Collected data:
= Beginning of Section =
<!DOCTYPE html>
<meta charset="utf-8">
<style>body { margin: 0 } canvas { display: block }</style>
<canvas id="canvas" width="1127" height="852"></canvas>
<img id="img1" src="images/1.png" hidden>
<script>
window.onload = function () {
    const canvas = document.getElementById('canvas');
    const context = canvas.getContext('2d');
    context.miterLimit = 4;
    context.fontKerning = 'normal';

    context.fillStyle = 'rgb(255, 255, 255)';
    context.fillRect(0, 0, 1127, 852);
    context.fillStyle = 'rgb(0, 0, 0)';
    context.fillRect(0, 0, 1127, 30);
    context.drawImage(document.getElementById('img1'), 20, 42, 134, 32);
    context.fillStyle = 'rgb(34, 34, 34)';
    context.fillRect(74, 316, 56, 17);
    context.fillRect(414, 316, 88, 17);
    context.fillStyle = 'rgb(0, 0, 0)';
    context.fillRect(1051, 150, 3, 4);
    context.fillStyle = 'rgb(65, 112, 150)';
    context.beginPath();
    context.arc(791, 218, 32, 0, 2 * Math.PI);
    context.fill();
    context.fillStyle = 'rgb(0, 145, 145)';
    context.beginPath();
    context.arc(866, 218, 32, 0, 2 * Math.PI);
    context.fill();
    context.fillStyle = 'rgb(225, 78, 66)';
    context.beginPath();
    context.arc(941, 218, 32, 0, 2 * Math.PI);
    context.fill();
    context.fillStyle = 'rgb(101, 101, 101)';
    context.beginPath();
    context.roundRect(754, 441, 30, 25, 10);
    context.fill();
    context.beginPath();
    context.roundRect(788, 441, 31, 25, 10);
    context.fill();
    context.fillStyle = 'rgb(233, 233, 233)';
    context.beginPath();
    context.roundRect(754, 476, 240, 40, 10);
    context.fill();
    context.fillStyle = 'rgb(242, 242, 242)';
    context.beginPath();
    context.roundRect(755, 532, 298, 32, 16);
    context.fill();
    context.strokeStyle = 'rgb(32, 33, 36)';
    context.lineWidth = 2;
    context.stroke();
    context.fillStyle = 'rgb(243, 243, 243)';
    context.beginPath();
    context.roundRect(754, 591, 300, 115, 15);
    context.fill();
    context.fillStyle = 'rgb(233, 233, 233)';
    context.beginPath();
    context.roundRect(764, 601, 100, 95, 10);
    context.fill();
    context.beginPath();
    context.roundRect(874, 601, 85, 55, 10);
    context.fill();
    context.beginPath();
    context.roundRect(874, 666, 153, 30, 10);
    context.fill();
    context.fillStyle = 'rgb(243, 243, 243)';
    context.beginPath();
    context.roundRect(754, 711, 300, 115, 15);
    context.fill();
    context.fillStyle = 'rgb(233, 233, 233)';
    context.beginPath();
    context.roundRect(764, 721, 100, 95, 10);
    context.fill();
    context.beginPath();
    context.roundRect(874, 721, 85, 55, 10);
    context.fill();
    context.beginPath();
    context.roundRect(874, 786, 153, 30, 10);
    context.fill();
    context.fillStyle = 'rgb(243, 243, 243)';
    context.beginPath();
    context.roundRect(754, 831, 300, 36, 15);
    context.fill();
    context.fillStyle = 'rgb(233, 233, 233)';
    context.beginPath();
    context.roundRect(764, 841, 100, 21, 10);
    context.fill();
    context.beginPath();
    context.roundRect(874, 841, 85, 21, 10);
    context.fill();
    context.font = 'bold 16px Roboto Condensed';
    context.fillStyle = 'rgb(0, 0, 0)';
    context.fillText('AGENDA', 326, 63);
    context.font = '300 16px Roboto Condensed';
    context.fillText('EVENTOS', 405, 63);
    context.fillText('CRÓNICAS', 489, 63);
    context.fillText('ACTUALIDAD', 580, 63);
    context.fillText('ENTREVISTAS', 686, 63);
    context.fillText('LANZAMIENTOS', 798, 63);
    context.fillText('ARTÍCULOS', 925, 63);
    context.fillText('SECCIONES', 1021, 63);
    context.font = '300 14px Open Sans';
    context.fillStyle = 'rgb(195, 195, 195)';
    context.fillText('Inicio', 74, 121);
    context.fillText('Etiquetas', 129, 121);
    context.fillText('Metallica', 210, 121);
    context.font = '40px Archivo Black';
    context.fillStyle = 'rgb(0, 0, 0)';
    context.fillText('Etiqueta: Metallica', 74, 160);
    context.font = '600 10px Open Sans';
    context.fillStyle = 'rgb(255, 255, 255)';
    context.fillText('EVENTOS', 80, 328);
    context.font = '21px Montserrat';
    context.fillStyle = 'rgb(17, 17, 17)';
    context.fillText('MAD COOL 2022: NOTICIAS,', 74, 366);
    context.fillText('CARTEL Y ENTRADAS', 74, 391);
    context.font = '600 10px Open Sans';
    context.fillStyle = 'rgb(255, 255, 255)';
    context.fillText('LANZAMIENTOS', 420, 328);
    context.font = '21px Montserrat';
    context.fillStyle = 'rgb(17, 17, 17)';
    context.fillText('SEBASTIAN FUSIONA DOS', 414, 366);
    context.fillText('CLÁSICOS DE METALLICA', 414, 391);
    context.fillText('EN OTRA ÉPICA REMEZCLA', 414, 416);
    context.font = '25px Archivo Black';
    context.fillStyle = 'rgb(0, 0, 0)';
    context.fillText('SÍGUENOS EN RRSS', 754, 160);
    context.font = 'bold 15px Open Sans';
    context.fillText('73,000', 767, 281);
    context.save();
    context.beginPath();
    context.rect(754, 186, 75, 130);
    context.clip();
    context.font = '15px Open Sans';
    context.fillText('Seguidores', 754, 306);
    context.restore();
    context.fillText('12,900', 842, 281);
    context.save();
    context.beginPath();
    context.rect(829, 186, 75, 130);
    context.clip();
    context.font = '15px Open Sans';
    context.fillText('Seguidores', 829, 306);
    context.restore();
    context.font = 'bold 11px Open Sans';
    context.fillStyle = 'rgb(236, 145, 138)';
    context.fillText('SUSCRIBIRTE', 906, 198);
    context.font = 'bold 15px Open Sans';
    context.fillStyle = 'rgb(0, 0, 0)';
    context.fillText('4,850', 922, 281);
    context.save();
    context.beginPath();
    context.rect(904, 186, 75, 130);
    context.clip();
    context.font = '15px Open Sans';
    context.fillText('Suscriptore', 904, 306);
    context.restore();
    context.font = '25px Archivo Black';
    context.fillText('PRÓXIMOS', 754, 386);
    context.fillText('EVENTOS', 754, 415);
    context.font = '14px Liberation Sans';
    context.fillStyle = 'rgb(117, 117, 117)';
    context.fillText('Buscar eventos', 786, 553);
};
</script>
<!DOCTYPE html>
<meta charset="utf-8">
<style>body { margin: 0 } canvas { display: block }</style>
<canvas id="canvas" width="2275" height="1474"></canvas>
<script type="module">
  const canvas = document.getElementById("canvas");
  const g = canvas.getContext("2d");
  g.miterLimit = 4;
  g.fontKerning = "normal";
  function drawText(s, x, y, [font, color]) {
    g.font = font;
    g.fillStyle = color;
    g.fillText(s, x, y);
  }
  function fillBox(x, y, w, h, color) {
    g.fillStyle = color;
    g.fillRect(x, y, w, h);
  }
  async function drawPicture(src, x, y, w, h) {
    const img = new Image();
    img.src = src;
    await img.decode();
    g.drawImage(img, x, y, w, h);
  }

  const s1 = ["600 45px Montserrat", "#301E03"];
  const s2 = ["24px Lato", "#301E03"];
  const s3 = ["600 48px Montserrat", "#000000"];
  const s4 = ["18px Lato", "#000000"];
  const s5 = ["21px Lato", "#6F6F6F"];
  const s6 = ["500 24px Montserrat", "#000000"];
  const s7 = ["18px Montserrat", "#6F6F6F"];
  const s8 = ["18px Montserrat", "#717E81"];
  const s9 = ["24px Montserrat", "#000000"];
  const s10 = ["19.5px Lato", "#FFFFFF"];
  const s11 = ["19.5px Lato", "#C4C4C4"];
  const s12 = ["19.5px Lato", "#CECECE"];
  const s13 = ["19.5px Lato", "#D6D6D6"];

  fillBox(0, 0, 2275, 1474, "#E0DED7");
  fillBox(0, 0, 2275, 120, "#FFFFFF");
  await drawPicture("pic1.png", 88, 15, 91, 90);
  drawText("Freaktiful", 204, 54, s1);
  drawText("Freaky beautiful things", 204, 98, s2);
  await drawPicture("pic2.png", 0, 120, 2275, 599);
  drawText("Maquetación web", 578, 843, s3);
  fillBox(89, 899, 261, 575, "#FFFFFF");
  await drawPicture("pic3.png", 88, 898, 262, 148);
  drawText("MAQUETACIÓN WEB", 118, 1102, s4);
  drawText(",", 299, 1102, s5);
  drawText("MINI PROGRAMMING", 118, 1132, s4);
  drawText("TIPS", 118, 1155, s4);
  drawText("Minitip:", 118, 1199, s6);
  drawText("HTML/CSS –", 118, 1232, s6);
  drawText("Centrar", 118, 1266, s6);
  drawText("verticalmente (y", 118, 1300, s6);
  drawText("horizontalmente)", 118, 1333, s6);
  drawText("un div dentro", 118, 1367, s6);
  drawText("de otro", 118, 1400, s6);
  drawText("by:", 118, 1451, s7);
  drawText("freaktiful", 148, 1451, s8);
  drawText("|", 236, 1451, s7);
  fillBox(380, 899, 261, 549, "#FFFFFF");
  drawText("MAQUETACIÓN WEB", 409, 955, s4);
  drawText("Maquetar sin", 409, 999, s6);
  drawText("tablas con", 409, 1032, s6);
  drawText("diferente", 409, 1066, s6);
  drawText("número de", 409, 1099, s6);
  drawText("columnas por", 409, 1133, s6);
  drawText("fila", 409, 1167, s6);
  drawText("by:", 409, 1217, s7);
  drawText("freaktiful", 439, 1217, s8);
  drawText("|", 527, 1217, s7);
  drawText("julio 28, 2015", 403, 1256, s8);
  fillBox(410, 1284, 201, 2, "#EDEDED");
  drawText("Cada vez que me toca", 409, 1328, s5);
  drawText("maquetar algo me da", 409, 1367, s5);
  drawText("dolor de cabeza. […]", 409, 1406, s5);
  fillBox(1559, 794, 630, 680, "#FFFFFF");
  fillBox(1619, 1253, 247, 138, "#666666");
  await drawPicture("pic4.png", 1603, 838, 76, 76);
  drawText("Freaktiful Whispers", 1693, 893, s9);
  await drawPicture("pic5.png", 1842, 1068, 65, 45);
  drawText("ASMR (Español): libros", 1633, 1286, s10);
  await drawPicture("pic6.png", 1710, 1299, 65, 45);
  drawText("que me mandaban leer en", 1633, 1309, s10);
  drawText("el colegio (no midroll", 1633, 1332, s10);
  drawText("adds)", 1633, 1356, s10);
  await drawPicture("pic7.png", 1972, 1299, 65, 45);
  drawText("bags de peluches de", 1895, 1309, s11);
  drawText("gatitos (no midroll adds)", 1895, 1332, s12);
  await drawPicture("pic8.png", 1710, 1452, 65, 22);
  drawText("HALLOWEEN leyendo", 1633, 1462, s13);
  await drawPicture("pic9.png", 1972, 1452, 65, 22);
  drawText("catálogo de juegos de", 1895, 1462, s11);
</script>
= End of Section =
Brief —
How many of the lines in the records above include the word "Montserrat"? State that number alone.

Output of the task —
8